— ASSIGNMENT —
With pictures excluded, retype exactly every line from the one containing "wrist: (1141, 1105)" to the end of the records below.

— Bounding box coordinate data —
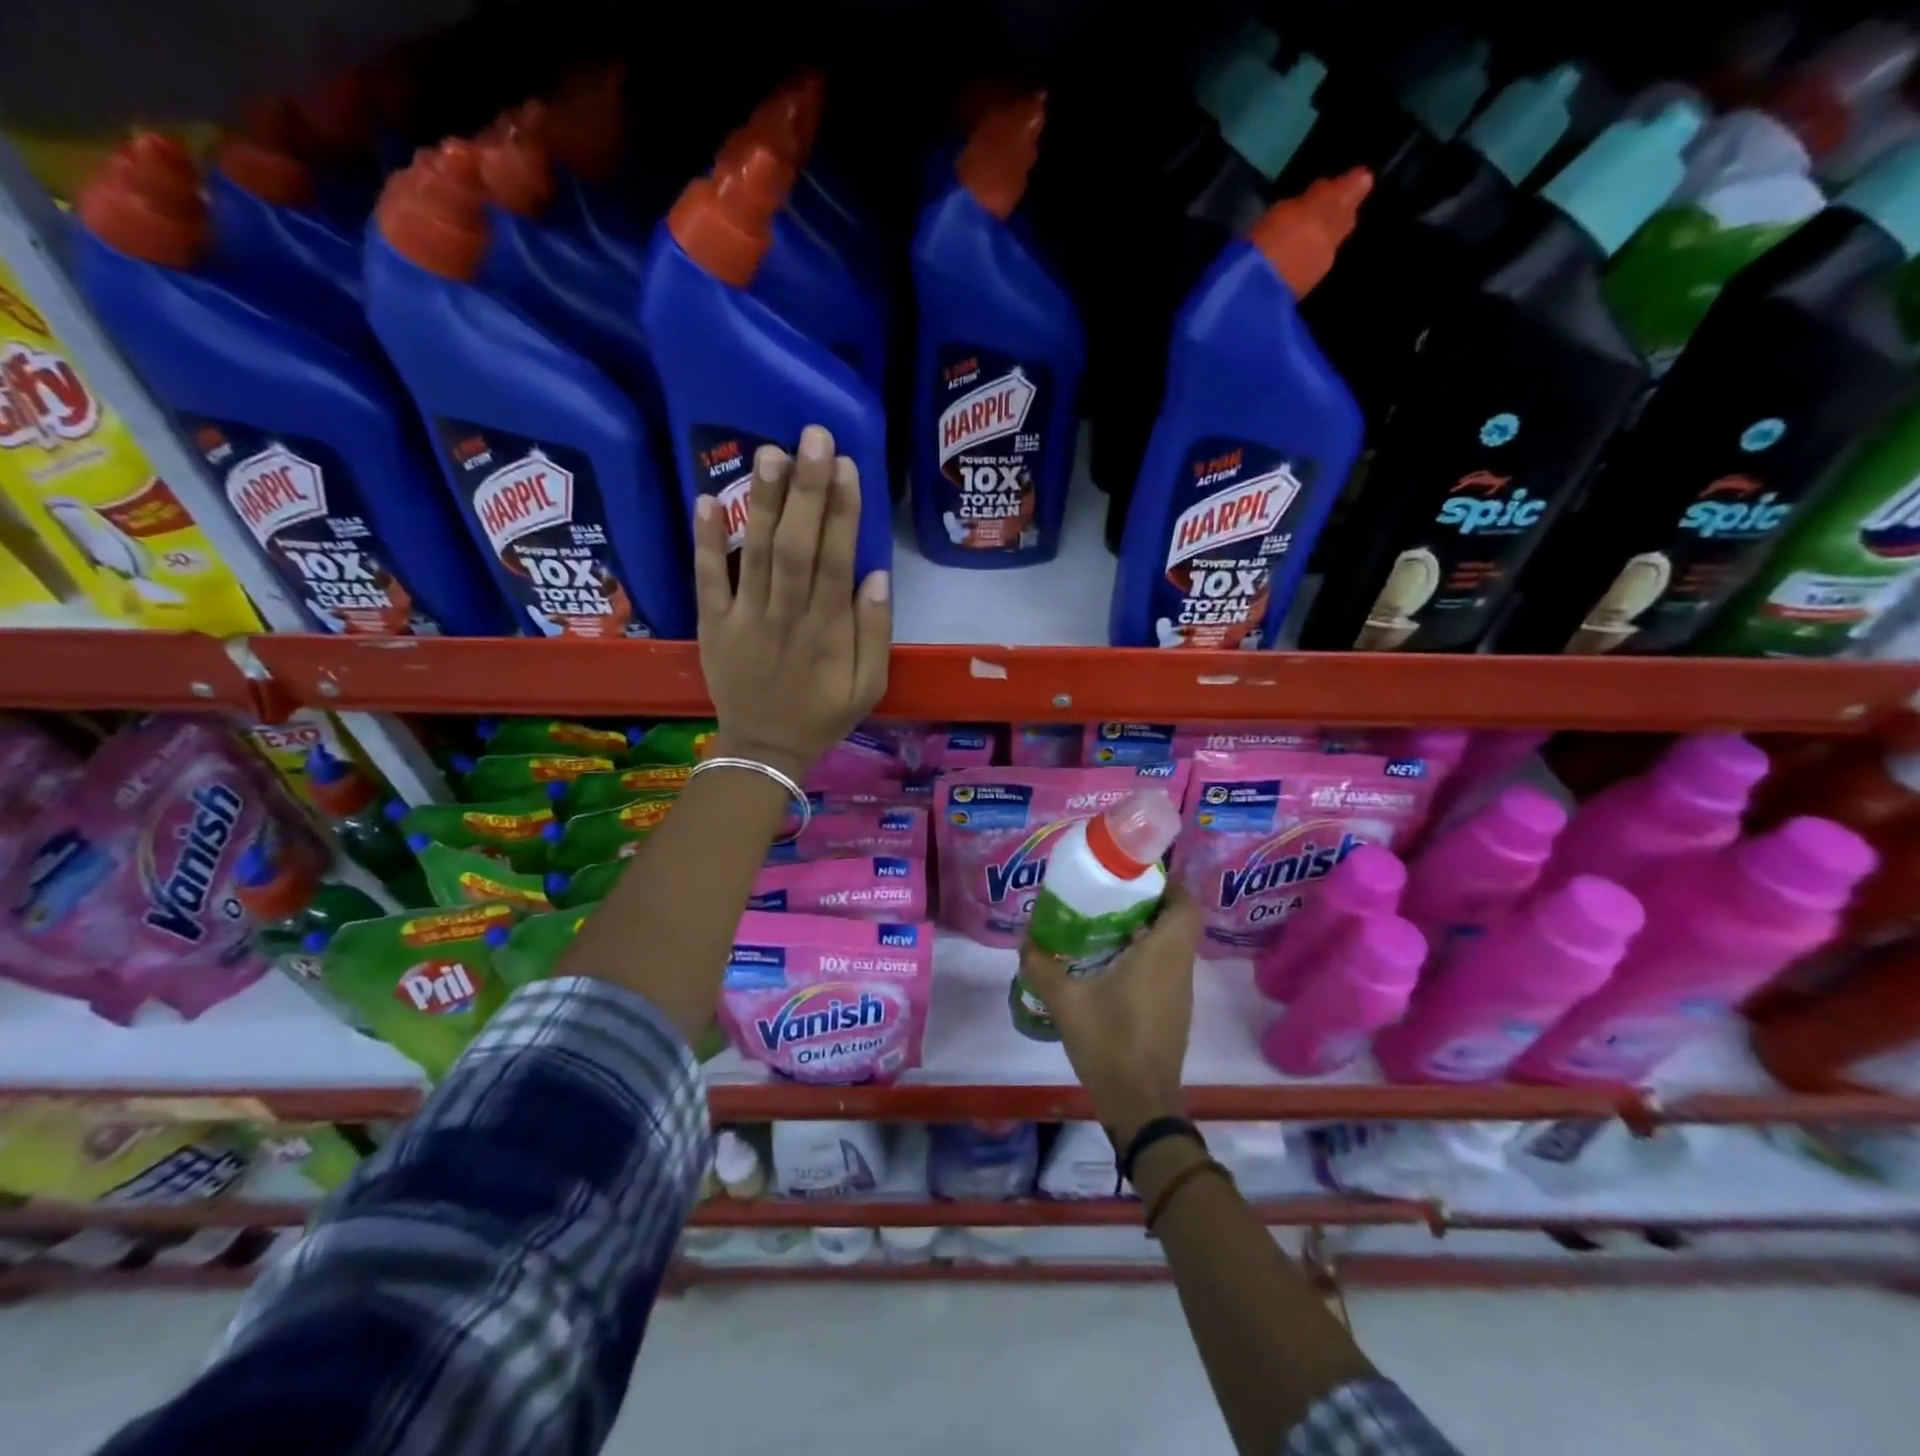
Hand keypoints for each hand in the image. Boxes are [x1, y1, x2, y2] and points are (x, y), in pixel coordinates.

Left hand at [692, 426, 891, 779]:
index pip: (836, 562)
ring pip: (756, 554)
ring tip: (770, 451)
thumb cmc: (823, 714)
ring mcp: (744, 618)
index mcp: (827, 632)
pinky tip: (707, 499)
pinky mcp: (713, 624)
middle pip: (797, 547)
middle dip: (807, 491)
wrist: (764, 749)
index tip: (848, 467)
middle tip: (813, 437)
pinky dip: (706, 541)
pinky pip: (707, 579)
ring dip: (764, 502)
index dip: (843, 514)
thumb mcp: (869, 686)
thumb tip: (875, 575)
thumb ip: (874, 633)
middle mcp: (786, 616)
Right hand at [1017, 886, 1202, 1144]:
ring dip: (1147, 930)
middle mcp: (1178, 968)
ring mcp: (1180, 992)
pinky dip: (1146, 956)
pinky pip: (1167, 968)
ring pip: (1173, 945)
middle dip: (1149, 902)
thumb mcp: (1066, 1003)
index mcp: (1161, 955)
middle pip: (1178, 921)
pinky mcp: (1174, 1011)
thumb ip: (1042, 966)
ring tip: (1104, 924)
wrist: (1141, 1105)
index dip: (1168, 884)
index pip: (1185, 905)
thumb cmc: (1109, 1045)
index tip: (1135, 876)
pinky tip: (1110, 964)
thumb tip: (1025, 939)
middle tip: (1110, 895)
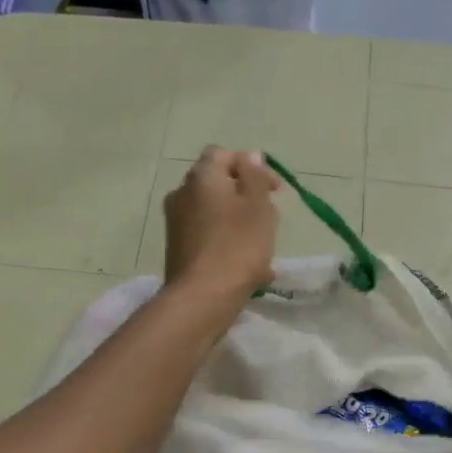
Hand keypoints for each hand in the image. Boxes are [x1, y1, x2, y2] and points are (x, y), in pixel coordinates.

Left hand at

— SOLVED EXERCISE —
wrist: (1141, 1105)
index dip: (1168, 884)
index pip: (1185, 905)
thumb cmc: (1109, 1045)
index tip: (1135, 876)
pinky tip: (1110, 964)
thumb tip: (1025, 939)
middle tip: (1110, 895)
Hand keypoints for each hand in the image. Boxes are [x1, y1, x2, y2] and points are (x, y), in pixel coordinates.

Left hand at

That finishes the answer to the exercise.